Entries provided
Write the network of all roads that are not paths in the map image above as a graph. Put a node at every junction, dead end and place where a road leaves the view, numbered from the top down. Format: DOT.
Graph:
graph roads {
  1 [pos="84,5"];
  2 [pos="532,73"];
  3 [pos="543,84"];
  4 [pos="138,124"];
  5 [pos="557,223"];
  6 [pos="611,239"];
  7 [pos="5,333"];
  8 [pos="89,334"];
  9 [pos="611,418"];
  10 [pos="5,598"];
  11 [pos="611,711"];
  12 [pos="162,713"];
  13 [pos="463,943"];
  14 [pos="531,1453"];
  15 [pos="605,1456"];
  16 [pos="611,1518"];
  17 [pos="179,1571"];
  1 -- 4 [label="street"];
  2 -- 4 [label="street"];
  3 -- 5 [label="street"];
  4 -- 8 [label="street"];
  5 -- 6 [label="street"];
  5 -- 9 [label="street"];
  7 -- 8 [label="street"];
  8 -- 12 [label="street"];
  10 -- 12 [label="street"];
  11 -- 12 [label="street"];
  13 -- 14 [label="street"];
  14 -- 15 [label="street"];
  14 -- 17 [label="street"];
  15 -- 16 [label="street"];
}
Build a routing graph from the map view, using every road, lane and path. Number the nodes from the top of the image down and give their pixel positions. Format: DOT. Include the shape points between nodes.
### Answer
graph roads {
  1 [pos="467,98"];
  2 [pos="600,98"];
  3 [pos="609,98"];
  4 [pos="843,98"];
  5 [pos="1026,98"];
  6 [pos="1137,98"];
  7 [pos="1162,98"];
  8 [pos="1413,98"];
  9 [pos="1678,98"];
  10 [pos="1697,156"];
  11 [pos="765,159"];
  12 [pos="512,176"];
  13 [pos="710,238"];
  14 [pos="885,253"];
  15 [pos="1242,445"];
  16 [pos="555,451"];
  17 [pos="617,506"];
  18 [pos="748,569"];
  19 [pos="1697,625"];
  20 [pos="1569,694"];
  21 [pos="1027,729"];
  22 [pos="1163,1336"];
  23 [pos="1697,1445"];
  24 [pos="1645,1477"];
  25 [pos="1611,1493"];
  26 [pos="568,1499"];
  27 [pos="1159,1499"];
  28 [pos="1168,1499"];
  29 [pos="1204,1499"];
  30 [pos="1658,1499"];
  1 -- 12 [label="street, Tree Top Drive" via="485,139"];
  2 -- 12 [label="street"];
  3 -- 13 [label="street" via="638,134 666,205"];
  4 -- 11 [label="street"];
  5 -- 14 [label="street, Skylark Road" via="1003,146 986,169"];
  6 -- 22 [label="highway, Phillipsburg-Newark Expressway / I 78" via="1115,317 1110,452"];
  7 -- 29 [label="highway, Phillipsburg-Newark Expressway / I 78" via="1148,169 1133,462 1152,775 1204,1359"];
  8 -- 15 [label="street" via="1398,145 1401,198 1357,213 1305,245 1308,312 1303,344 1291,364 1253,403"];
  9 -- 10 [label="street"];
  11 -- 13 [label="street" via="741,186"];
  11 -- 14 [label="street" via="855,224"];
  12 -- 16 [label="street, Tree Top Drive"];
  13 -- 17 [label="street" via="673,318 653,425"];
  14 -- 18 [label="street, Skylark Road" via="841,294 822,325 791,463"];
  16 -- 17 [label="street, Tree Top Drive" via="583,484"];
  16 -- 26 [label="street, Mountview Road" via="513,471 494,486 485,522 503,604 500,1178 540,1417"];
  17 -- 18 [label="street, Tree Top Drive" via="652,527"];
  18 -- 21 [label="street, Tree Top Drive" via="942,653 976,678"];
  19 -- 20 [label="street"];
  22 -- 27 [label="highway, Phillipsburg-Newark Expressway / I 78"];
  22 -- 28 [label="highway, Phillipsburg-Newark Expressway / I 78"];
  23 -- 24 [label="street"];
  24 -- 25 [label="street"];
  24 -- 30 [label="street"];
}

What the task asks
From the listing above, copy all lines holding the word "Drive".

Answer section
  1 -- 12 [label="street, Tree Top Drive" via="485,139"];
  12 -- 16 [label="street, Tree Top Drive"];
  16 -- 17 [label="street, Tree Top Drive" via="583,484"];
  17 -- 18 [label="street, Tree Top Drive" via="652,527"];
  18 -- 21 [label="street, Tree Top Drive" via="942,653 976,678"];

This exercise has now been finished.